Staff at Schaffer used the FADE (Focus, Analyze, Develop, Execute) methodology to develop a problem statement, brainstorm ideas, and create a fishbone diagram to outline various contributory facets, then begin the process of improvement.
An interdisciplinary committee including representatives from Administration, Medicine, Nursing, Rehabilitation Therapy, Social Work and Nutrition was formed. Enthusiastic and forthright in discussing problems, analyzing data and making recommendations, committee members accomplished a great deal:
- Although weekly wound care rounds had occurred for many years, the Medical Director developed a structured form for documentation. The form standardizes documentation, ensuring that all aspects are assessed (site, size, drainage, stage, nosocomial versus community acquired, treatment) and permits quick review of progress over time.
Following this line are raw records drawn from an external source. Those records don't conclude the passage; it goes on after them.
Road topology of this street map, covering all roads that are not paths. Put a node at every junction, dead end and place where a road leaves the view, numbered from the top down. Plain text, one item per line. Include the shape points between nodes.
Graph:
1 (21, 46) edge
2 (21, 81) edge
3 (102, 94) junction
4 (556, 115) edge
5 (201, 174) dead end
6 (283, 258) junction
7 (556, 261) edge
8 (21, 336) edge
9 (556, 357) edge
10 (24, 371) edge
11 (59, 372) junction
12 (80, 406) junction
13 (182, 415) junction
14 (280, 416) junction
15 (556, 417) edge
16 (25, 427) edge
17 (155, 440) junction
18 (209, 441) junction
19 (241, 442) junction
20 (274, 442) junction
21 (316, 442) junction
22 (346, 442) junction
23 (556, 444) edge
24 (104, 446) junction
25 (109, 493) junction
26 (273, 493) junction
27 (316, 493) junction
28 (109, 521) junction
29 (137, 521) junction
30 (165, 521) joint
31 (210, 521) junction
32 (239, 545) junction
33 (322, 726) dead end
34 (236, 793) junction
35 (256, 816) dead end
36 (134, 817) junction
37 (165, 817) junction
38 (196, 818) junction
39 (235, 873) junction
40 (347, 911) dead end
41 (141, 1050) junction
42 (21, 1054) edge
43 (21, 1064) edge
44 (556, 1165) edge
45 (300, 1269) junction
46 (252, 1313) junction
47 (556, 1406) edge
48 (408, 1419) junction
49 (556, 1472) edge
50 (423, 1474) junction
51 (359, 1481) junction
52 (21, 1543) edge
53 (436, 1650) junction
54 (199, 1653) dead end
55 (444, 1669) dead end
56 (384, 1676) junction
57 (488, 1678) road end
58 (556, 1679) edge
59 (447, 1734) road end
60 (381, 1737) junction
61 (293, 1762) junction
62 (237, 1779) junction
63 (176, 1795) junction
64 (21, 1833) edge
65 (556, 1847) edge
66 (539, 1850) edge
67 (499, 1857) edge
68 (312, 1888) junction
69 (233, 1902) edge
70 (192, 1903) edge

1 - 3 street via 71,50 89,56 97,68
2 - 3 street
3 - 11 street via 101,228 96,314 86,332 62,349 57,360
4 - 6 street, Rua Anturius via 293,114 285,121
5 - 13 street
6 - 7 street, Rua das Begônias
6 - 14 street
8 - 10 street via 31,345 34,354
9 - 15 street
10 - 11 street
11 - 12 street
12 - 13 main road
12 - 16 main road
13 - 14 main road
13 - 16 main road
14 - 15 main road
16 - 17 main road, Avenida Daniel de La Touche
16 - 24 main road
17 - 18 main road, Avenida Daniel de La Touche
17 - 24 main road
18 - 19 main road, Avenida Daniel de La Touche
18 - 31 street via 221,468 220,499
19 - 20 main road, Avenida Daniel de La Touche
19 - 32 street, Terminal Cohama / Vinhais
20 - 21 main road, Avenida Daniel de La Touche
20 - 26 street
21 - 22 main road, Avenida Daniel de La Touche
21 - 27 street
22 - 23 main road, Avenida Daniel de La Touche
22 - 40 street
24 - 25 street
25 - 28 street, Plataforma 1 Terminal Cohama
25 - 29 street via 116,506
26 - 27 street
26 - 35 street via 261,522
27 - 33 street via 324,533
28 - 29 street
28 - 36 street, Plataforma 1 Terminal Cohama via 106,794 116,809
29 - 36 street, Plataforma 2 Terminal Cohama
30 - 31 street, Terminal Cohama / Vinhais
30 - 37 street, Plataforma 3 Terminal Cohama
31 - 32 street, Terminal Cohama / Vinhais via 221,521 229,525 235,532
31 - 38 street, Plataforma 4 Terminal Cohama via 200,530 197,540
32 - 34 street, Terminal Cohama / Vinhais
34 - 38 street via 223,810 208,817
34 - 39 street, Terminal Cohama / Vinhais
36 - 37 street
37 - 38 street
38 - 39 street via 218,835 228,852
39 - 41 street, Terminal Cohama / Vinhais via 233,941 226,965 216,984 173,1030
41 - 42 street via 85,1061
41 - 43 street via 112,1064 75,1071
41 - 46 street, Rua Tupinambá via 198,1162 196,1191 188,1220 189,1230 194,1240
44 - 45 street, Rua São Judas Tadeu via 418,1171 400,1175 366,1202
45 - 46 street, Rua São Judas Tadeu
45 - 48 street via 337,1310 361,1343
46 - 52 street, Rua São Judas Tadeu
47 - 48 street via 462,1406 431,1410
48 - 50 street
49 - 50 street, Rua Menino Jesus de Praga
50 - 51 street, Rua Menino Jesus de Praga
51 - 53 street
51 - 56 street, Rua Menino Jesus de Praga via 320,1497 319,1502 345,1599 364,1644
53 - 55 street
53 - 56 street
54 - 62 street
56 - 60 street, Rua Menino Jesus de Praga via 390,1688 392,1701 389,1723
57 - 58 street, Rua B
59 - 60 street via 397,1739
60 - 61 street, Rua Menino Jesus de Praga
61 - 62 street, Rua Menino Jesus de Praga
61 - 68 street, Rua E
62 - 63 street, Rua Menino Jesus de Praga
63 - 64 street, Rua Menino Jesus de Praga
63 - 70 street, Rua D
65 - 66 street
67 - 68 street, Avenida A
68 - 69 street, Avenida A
- Display of heel products; evaluation and selection of products for prevention and treatment; and development of a Heel Ulcers Prevention and Treatment Protocol.
- Evaluation of pressure-reducing mattresses and eventual purchase of 15 specialized mattresses.
- Development of rates for total pressure ulcers and nosocomial pressure ulcers and introduction of control charts.
- Review and revision of policies and procedures related to skin assessment and pressure ulcers.
- Development of a standardized protocol for use of skin barrier cream.
- Purchase of medical-grade cameras for accurate documentation of pressure ulcers.
- Development of a Nosocomial Pressure Ulcer Investigation Form.
- Adoption of the Braden Scale.
The committee continues to meet regularly to review current status and monitor the rates of total and nosocomial pressure ulcers. The percentage of pressure ulcers healed each month is also monitored. The rate of nosocomial pressure ulcers remains low and the percentage of healed pressure ulcers is high.
Participation in this Quality Improvement Initiative has been a positive one for Schaffer. Director of Nursing Cornelia Fleming reports that staff members have benefited from the focused review of the process and take pride in their accomplishments.